Our study is the most up-to-date and comprehensive analysis of the global burden of psoriasis based on the GBD available. However, we should consider several limitations of this study. Firstly, despite the statistically robust methodology used in the GBD, there are marked differences in the quality and availability of disease data across countries and regions, especially in low- and middle-income countries that lack reliable and well-established disease registry systems. The estimates are not derived from real-world studies and are potentially biased, leading to possible underestimation of their true burden of disease or inaccurate data. Secondly, the variability in the levels and standards of psoriasis diagnosis and treatment across different countries worldwide may impact the accuracy of outcome estimations.
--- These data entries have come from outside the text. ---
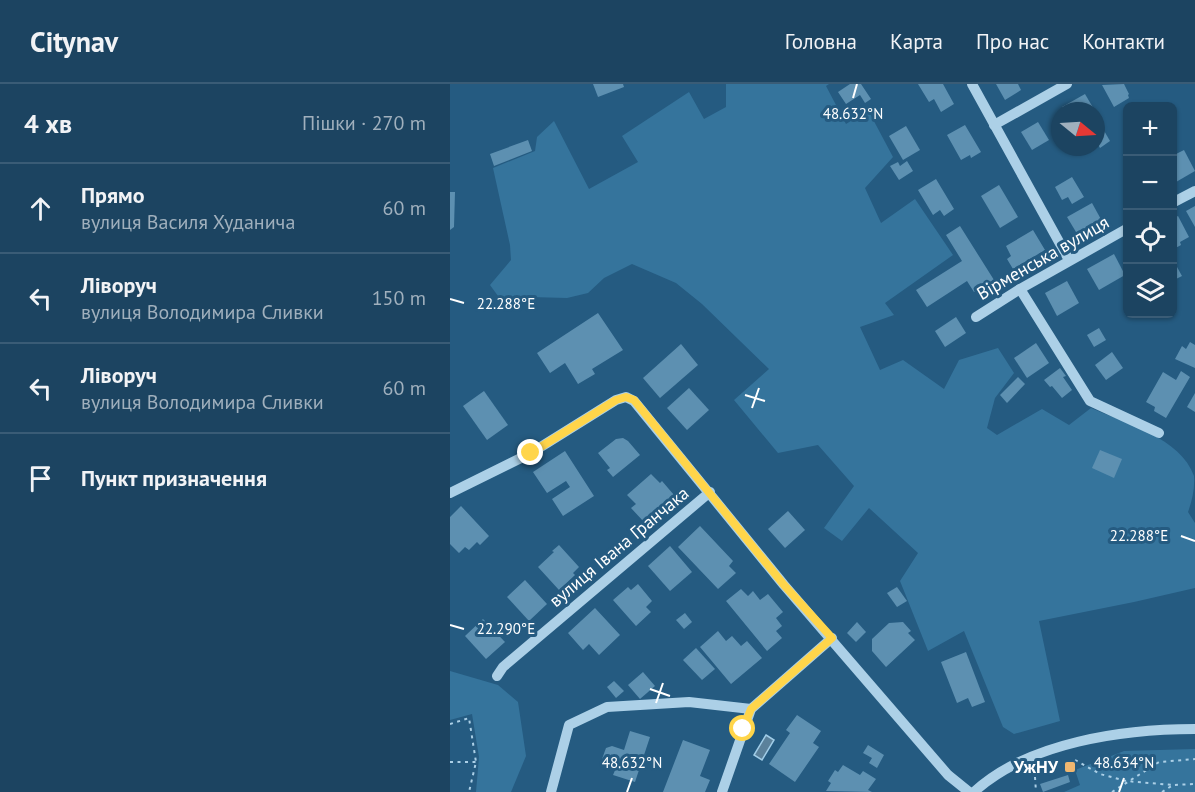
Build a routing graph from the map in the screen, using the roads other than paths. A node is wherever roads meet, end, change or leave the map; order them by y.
1 (972, 84) edge
2 (1067, 84) edge
3 (994, 125) junction
4 (1195, 190) edge
5 (1177, 201) edge
6 (1123, 231) edge
7 (1069, 260) junction
8 (1020, 289) junction
9 (976, 317) dead end
10 (1159, 433) dead end
11 (710, 492) junction
12 (450, 493) edge
13 (832, 638) junction
14 (497, 676) dead end
15 (751, 709) junction
16 (1195, 729) edge
17 (551, 792) edge
18 (722, 792) edge
19 (969, 792) edge
20 (974, 792) edge

1 - 3 street
2 - 3 street
3 - 7 street
4 - 5 street
6 - 7 street, Вірменська вулиця
7 - 8 street, Вірменська вулиця
8 - 9 street, Вірменська вулиця
8 - 10 street
11 - 12 street
11 - 13 street
11 - 14 street, вулиця Івана Гранчака
13 - 15 street
13 - 19 street
15 - 17 street
15 - 18 street
16 - 20 street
Thirdly, our future psoriasis incidence patterns and trends are based on current conditions and do not take into account future changes in disease policies, medical technology levels, and other factors. Therefore, they should be predicted at different points in time and update at any time according to the actual situation. Furthermore, the estimates for 2020–2021 should be interpreted with caution, as the COVID-19 pandemic may have led to under-diagnosis and altered healthcare-seeking behaviors for psoriasis, potentially affecting data completeness and accuracy. Finally, the disability weights used in the calculation of DALYs are based on survey data, but the actual experience of people with psoriasis in different cultures is individualized.

In conclusion, despite advances in psoriasis treatment, global ASPR, ASIR, and ASDR have continued to rise, with middle-aged and older adults remaining the most affected populations. In the context of population aging and increasing comorbidities, strengthening risk-factor management and prioritizing high-risk subgroups will be essential for region-specific strategies and future healthcare planning.

Ethics Approval and Consent to Participate

This study used publicly available, aggregated, and de-identified data from the GBD study provided by the Institute for Health Metrics and Evaluation (IHME). The GBD data collection was approved by the Institutional Review Board (IRB) of the University of Washington. As this research involved secondary analysis of anonymized data without personal identifiers, additional ethical approval was not required. In accordance with Items 1 and 2 of Article 32 of the Measures for Ethical Review of Life Science and Medical Research Involving Human Subjects (February 18, 2023, China), this study was exempt from further ethical review.

Acknowledgments

We acknowledge the Institute for Health Metrics and Evaluation (IHME) for providing the GBD data, an invaluable resource for advancing public health research and evidence-based policies. We deeply appreciate their contributions.

Author Contributions

All authors made a significant contribution to the work reported, whether in the conception, study design, execution, acquisition of data, analysis and interpretation, or in all these areas; took part in drafting, revising, or critically reviewing the article; gave final approval of the version to be published; have agreed on the journal to which the article has been submitted; and agree to be accountable for all aspects of the work.

Funding

There is no funding to report.

Disclosure

The authors report no conflicts of interest in this work.